____ Source data
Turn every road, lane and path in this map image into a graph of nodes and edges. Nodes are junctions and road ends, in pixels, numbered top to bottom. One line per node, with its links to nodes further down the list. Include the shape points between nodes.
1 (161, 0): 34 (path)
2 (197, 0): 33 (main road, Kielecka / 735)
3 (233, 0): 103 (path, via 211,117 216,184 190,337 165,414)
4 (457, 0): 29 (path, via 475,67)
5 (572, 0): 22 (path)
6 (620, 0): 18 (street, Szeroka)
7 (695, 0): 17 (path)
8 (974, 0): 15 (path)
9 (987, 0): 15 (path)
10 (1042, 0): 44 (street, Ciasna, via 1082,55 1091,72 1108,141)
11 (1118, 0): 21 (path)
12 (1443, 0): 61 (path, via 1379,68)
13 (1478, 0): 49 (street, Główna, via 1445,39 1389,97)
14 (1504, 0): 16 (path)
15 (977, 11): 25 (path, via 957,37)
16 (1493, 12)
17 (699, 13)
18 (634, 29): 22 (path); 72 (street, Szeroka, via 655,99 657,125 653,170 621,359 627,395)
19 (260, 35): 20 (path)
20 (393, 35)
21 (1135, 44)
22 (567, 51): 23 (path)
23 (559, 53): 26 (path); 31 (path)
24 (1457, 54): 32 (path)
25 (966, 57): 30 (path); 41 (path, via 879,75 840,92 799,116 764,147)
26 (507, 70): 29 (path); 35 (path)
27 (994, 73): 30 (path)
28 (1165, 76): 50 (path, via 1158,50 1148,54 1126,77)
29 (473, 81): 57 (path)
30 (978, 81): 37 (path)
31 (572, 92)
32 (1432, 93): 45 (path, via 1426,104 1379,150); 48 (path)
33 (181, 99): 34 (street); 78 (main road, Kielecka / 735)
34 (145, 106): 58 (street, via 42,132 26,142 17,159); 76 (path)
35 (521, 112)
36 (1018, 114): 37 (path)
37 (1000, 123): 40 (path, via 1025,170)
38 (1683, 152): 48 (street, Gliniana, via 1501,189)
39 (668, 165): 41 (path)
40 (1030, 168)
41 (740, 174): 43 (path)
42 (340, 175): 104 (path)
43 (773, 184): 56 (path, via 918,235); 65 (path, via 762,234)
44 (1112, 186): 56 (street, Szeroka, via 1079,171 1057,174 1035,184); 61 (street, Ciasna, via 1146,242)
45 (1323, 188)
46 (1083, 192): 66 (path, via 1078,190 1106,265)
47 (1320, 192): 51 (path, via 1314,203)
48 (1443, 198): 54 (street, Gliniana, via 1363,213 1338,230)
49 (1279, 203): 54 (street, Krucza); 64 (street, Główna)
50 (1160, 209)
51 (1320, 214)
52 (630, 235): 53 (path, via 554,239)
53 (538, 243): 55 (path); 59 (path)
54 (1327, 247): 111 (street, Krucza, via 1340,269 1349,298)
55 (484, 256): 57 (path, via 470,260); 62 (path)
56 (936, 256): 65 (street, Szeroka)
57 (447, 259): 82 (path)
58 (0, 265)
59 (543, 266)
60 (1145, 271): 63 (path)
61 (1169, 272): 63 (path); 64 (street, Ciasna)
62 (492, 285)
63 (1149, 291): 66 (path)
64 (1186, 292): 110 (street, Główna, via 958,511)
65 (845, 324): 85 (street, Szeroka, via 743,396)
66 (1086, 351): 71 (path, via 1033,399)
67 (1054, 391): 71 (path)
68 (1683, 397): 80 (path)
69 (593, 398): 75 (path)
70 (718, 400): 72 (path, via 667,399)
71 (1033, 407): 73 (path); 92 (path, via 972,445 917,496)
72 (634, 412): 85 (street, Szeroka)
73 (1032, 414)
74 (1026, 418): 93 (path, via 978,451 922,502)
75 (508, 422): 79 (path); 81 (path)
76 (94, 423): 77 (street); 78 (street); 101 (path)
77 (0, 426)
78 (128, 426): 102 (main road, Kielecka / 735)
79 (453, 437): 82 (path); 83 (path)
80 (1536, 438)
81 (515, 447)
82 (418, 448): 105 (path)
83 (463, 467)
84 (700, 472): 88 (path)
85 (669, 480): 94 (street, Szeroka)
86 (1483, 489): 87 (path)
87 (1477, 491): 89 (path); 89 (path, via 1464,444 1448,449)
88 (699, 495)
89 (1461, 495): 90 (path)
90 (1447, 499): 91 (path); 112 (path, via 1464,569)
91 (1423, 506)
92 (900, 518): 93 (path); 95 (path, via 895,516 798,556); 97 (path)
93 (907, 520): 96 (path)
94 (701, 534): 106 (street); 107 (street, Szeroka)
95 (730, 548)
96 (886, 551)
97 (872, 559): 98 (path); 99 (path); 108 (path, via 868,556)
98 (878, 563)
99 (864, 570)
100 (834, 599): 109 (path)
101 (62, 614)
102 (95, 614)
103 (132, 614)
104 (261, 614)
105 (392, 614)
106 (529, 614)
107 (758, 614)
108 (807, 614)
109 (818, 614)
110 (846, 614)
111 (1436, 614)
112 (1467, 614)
________
Copy out each record word for word.

Expected answer
Turn every road, lane and path in this map image into a graph of nodes and edges. Nodes are junctions and road ends, in pixels, numbered top to bottom. One line per node, with its links to nodes further down the list. Include the shape points between nodes.
1 (161, 0): 34 (path)
2 (197, 0): 33 (main road, Kielecka / 735)
3 (233, 0): 103 (path, via 211,117 216,184 190,337 165,414)
4 (457, 0): 29 (path, via 475,67)
5 (572, 0): 22 (path)
6 (620, 0): 18 (street, Szeroka)
7 (695, 0): 17 (path)
8 (974, 0): 15 (path)
9 (987, 0): 15 (path)
10 (1042, 0): 44 (street, Ciasna, via 1082,55 1091,72 1108,141)
11 (1118, 0): 21 (path)
12 (1443, 0): 61 (path, via 1379,68)
13 (1478, 0): 49 (street, Główna, via 1445,39 1389,97)
14 (1504, 0): 16 (path)
15 (977, 11): 25 (path, via 957,37)
16 (1493, 12)
17 (699, 13)
18 (634, 29): 22 (path); 72 (street, Szeroka, via 655,99 657,125 653,170 621,359 627,395)
19 (260, 35): 20 (path)
20 (393, 35)
21 (1135, 44)
22 (567, 51): 23 (path)
23 (559, 53): 26 (path); 31 (path)
24 (1457, 54): 32 (path)
25 (966, 57): 30 (path); 41 (path, via 879,75 840,92 799,116 764,147)
26 (507, 70): 29 (path); 35 (path)
27 (994, 73): 30 (path)
28 (1165, 76): 50 (path, via 1158,50 1148,54 1126,77)
29 (473, 81): 57 (path)
30 (978, 81): 37 (path)
31 (572, 92)
32 (1432, 93): 45 (path, via 1426,104 1379,150); 48 (path)
33 (181, 99): 34 (street); 78 (main road, Kielecka / 735)
34 (145, 106): 58 (street, via 42,132 26,142 17,159); 76 (path)
35 (521, 112)
36 (1018, 114): 37 (path)
37 (1000, 123): 40 (path, via 1025,170)
38 (1683, 152): 48 (street, Gliniana, via 1501,189)
39 (668, 165): 41 (path)
40 (1030, 168)
41 (740, 174): 43 (path)
42 (340, 175): 104 (path)
43 (773, 184): 56 (path, via 918,235); 65 (path, via 762,234)
44 (1112, 186): 56 (street, Szeroka, via 1079,171 1057,174 1035,184); 61 (street, Ciasna, via 1146,242)
45 (1323, 188)
46 (1083, 192): 66 (path, via 1078,190 1106,265)
47 (1320, 192): 51 (path, via 1314,203)
48 (1443, 198): 54 (street, Gliniana, via 1363,213 1338,230)
49 (1279, 203): 54 (street, Krucza); 64 (street, Główna)
50 (1160, 209)
51 (1320, 214)
52 (630, 235): 53 (path, via 554,239)
53 (538, 243): 55 (path); 59 (path)
54 (1327, 247): 111 (street, Krucza, via 1340,269 1349,298)
55 (484, 256): 57 (path, via 470,260); 62 (path)
56 (936, 256): 65 (street, Szeroka)
57 (447, 259): 82 (path)
58 (0, 265)
59 (543, 266)
60 (1145, 271): 63 (path)
61 (1169, 272): 63 (path); 64 (street, Ciasna)
62 (492, 285)
63 (1149, 291): 66 (path)
64 (1186, 292): 110 (street, Główna, via 958,511)
65 (845, 324): 85 (street, Szeroka, via 743,396)
66 (1086, 351): 71 (path, via 1033,399)
67 (1054, 391): 71 (path)
68 (1683, 397): 80 (path)
69 (593, 398): 75 (path)
70 (718, 400): 72 (path, via 667,399)
71 (1033, 407): 73 (path); 92 (path, via 972,445 917,496)
72 (634, 412): 85 (street, Szeroka)
73 (1032, 414)
74 (1026, 418): 93 (path, via 978,451 922,502)
75 (508, 422): 79 (path); 81 (path)
76 (94, 423): 77 (street); 78 (street); 101 (path)
77 (0, 426)
78 (128, 426): 102 (main road, Kielecka / 735)
79 (453, 437): 82 (path); 83 (path)
80 (1536, 438)
81 (515, 447)
82 (418, 448): 105 (path)
83 (463, 467)
84 (700, 472): 88 (path)
85 (669, 480): 94 (street, Szeroka)
86 (1483, 489): 87 (path)
87 (1477, 491): 89 (path); 89 (path, via 1464,444 1448,449)
88 (699, 495)
89 (1461, 495): 90 (path)
90 (1447, 499): 91 (path); 112 (path, via 1464,569)
91 (1423, 506)
92 (900, 518): 93 (path); 95 (path, via 895,516 798,556); 97 (path)
93 (907, 520): 96 (path)
94 (701, 534): 106 (street); 107 (street, Szeroka)
95 (730, 548)
96 (886, 551)
97 (872, 559): 98 (path); 99 (path); 108 (path, via 868,556)
98 (878, 563)
99 (864, 570)
100 (834, 599): 109 (path)
101 (62, 614)
102 (95, 614)
103 (132, 614)
104 (261, 614)
105 (392, 614)
106 (529, 614)
107 (758, 614)
108 (807, 614)
109 (818, 614)
110 (846, 614)
111 (1436, 614)
112 (1467, 614)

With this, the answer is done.